# Scrape Stories from Zusammen Gegen Corona

Scrape German Corona stories from Zusammen Gegen Corona (together against Corona) by the German Ministry of Health: https://www.zusammengegencorona.de/informieren/ichhattecorona/.

The stories contain highlighted quotes which are stored separately from the main text.

The stories are stored in dictionaries with the following fields:

- `link`: The link of the story page (string)
- `title`: The title of the story page (string; is the same for all stories)
- `author`: The author of the story (string)
- `headline`: The title of the story (string; same as author)
- `intro_text`: The introductory text giving some background info on story (string)
- `quote_text`: A list with the highlighted quotes from the story (strings)
- `story_text`: A list with main text in between the quotes (strings)

The web pages containing the stories are stored as `.html`. The notebook requires a folder at `DATA_DIR`.

In [1]:
from urllib.request import Request, urlopen
from bs4 import BeautifulSoup
from string import capwords
import os

In [2]:
# Set URL of the main page containing the links to the story pages

URL = "https://www.zusammengegencorona.de/informieren/ichhattecorona"

# Pages 2 and 3 cannot easily be reached by web scraper, so their story links are hand coded

HREFS_PAGE_2 = ["vanessa-41-aus-wetter", "nora-23-aus-brand-erbisdorf", "thomas-53-aus-hamburg", 
                "markus-49-aus-bad-harzburg", "joachim-56-aus-homburg", "anton-11-aus-crawinkel", 
                "laura-38-aus-hamburg", "eine-familie-aus-baden-wuerttemberg", "iris-54-aus-lueneburg"]
HREFS_PAGE_3 = ["monika-54-aus-oberbayern", "peter-und-martina-63-und-62-jahre-alt-aus-brieselang", "peggy-46-aus-appenweier", 
                "bianca-34-aus-berlin", "mateo-24-aus-durmersheim", "julia-26-aus-amberg", "dieter-61-aus-braunschweig"]

# Set directory for storing web pages

DATA_DIR = "../zusammengegencorona.de/scraped/"

In [3]:
# Function to check if directory for saving web page exists

def check_dir(DATA_DIR):
    if not os.path.isdir(DATA_DIR):
        os.makedirs(DATA_DIR)
        print(f"Created saving directory at {DATA_DIR}")

In [4]:
# Function to check if web page can be loaded from disk; otherwise fetch website and save as .html to disk

def load_web_page(URL, file_name, DATA_DIR):
    check_dir(DATA_DIR)
    if os.path.exists(file_name):
        page = open(file_name, "r", encoding="utf-8").read()
        print(f"Loaded web page from {file_name}")
    else:
        req = Request(URL, headers = {"User-Agent": "Mozilla/5.0"})
        page = urlopen(req).read()
        with open(file_name, "w", encoding="utf-8") as file:
            file.write(page.decode())
        print(f"Saved web page to {file_name}")
    return page

In [5]:
# Function to extract links to the story pages from main page

def extract_hrefs_from_url(URL):
    hrefs = []
    
    main_page = BeautifulSoup(urlopen(Request(URL + "/?", headers = {"User-Agent": "Mozilla/5.0"})).read(), "html.parser")

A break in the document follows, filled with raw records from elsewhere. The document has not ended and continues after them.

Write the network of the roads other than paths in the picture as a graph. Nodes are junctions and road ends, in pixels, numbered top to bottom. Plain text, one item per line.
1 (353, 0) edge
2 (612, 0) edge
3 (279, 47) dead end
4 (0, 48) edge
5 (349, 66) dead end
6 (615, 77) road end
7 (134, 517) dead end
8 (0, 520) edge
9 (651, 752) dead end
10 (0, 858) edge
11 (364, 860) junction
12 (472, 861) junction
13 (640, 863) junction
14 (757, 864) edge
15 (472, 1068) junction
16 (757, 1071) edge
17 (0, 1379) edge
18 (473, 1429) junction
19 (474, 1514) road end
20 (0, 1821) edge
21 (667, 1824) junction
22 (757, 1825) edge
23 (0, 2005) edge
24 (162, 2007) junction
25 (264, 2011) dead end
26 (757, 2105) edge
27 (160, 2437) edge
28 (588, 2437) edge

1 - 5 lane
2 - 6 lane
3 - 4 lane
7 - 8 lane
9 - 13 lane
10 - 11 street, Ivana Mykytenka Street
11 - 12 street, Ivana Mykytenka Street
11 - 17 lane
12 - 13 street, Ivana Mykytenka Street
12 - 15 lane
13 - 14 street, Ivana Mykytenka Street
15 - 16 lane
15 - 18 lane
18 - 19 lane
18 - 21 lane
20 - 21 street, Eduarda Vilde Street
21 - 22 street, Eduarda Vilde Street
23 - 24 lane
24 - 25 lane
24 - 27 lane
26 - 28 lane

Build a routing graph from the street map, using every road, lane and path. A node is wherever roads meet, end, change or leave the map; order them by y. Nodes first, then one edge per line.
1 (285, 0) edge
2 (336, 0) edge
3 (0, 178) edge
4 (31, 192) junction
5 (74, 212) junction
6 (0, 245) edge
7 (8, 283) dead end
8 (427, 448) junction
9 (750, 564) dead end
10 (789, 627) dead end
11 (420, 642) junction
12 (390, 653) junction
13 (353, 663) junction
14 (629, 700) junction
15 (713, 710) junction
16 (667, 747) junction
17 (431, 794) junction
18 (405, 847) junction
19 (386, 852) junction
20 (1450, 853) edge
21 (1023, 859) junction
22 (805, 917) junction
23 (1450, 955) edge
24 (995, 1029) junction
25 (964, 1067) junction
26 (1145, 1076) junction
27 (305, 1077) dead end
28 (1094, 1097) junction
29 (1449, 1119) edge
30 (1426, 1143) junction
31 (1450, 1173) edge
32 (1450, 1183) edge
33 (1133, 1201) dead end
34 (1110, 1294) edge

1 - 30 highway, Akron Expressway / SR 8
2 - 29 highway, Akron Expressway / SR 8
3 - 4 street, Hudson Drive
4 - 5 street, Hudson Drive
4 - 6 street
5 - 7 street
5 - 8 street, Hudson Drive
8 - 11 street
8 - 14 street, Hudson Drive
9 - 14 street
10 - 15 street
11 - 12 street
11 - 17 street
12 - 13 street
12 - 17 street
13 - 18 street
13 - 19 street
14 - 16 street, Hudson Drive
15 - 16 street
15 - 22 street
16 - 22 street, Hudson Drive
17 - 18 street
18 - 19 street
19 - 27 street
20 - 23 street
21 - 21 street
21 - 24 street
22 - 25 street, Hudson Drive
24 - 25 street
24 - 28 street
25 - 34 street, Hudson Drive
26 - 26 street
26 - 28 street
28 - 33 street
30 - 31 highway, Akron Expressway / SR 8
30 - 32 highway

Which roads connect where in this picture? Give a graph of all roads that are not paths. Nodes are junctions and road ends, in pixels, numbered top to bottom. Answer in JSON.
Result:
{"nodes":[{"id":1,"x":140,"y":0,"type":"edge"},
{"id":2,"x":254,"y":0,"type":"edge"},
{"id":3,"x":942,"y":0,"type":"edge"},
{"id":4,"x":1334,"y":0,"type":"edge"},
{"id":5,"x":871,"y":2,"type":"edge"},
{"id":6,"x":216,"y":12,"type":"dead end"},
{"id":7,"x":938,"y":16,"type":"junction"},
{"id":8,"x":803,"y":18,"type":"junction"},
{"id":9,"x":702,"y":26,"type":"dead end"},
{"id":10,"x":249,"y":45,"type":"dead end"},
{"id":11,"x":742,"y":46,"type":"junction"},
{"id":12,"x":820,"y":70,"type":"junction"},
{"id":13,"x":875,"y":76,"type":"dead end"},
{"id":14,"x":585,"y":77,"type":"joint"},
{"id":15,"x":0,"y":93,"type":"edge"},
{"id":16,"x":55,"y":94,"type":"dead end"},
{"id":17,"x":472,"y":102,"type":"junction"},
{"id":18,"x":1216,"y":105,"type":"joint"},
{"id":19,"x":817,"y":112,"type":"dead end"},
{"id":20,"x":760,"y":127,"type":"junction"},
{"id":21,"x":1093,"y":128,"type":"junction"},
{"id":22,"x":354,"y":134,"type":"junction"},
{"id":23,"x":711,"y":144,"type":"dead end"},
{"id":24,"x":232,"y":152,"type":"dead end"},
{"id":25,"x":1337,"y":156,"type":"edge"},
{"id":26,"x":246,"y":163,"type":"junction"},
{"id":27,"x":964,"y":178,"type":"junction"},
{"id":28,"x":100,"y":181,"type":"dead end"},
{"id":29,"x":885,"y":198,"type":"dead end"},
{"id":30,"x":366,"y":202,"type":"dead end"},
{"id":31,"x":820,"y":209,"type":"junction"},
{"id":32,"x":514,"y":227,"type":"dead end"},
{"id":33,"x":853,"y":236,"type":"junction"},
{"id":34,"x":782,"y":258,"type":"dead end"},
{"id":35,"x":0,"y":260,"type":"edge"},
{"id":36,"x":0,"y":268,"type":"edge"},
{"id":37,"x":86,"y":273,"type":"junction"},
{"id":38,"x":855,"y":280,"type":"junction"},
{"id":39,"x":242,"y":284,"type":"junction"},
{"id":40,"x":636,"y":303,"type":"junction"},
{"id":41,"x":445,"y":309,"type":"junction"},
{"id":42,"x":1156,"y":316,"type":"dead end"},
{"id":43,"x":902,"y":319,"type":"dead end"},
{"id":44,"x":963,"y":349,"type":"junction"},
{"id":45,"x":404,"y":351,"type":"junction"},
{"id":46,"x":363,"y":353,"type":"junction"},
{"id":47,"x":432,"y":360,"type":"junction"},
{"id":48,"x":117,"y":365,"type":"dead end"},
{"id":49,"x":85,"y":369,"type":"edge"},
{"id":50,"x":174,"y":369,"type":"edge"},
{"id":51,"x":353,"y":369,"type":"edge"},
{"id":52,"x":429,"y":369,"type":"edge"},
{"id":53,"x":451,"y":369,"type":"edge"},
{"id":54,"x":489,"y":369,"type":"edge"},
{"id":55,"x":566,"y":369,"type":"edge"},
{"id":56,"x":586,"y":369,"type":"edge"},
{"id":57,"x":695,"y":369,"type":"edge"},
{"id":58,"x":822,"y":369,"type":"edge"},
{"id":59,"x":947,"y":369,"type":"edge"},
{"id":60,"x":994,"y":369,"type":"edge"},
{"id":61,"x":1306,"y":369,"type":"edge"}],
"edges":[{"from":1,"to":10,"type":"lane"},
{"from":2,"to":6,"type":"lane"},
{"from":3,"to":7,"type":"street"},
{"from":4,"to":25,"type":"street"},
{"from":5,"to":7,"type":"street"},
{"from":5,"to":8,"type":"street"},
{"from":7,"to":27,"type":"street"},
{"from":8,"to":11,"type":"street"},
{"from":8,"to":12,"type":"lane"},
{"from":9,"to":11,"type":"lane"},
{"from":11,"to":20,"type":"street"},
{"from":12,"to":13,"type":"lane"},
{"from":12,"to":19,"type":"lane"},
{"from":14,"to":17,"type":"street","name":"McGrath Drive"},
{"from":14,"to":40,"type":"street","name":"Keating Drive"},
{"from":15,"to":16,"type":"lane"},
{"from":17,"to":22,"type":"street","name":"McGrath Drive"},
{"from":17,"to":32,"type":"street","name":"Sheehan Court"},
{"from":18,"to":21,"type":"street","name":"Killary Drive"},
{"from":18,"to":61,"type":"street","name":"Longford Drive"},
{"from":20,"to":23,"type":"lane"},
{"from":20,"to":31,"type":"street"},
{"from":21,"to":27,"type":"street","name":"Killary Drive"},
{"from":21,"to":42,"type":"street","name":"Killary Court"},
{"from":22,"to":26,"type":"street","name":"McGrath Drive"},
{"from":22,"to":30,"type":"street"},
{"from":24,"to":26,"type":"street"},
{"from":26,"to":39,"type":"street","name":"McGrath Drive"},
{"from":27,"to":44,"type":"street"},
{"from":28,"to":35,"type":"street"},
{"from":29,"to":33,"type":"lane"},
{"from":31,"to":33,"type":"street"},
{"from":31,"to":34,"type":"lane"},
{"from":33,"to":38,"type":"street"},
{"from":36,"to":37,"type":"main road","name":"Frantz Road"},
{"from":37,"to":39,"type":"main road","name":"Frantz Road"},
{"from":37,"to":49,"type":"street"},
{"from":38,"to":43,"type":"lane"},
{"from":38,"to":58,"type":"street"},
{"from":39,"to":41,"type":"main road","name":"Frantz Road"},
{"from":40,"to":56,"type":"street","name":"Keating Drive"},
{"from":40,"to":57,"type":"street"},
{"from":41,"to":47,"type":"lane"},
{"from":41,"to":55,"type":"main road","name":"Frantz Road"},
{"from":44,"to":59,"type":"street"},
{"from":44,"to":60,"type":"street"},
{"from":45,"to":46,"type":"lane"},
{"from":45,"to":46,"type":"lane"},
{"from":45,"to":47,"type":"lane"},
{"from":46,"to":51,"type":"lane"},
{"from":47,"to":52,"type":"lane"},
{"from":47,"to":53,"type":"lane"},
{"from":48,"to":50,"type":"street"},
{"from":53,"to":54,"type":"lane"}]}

    for instance in main_page.find_all("a", attrs = {"class": "o-button link o-button--tertiary o-button--reverse"}):
        new_link = instance.get("href")
        hrefs.append("https://www.zusammengegencorona.de" + new_link)
        print("Extracted link: {}".format(hrefs[-1]))
    
    print("Done")
    
    return hrefs

In [6]:
# Function to add hand coded links

def add_extra_links(hrefs, page_list, URL):
    for page in page_list:
        for link in page:
            hrefs.append(URL + "/" + link + "/")
            print("Added extra link: {}".format(hrefs[-1])) 
    
    print("Done")
    
    return hrefs
            

In [7]:
# Function to extract text from story pages

def extract_text_from_url(URL):
    new_file_name = DATA_DIR + URL.split("/")[-2] + ".html"
    new_page = BeautifulSoup(load_web_page(URL, new_file_name, DATA_DIR), "html.parser")
    new_title = new_page.find("a", attrs = {"class": "o-breadcrumbs__link", "href": "/informieren/ichhattecorona/"})
    new_headline = new_page.find("h1", attrs = {"class": "o-headline o-headline--1 o-intro__headline"})
    new_intro_text = new_page.find("div", attrs = {"class": "o-copy o-intro__copy o-copy--intro o-copy--html"})
    new_quote_text = [text.string for text in new_page.find_all("h2", attrs = {"class": "o-headline o-headline--2"})]
    new_inline_text = new_page.find_all("p", attrs = {"class": "o-copy o-copy--article"})
    new_stripped_text = [text.string for text in new_inline_text]
    new_story_text = [text.replace("\xa0", " ") for text in new_stripped_text if text is not None]
    new_doc = {
        "link": URL,
        "title": new_title.string if new_title is not None else "",
        "author": new_headline.string if new_headline is not None else "",
        "headline": new_headline.string if new_headline is not None else "",
        "intro_text": new_intro_text.string if new_intro_text is not None else "",
        "quote_text": new_quote_text,
        "story_text": new_story_text
    }
    print("Extracted text from: {}".format(URL))
    
    return new_doc

In [8]:
# Wrapper to for list of story pages

def extract_texts_from_url_list(URL_list):
    docs = []
    for URL in URL_list:
        docs.append(extract_text_from_url(URL))
    
    print("Done")
    
    return docs

In [9]:
# Function to print doc

def print_doc(doc):
    for field in doc.keys():
        if isinstance(doc[field], list):
            print(field + ": " + "".join([s + "\n" + "\t" for s in doc[field]]) + "\n")
        else:
            print(field + ": " + doc[field] + "\n")
        
    return

In [10]:
# Extract links from main page

hrefs = add_extra_links(extract_hrefs_from_url(URL), [HREFS_PAGE_2, HREFS_PAGE_3], URL)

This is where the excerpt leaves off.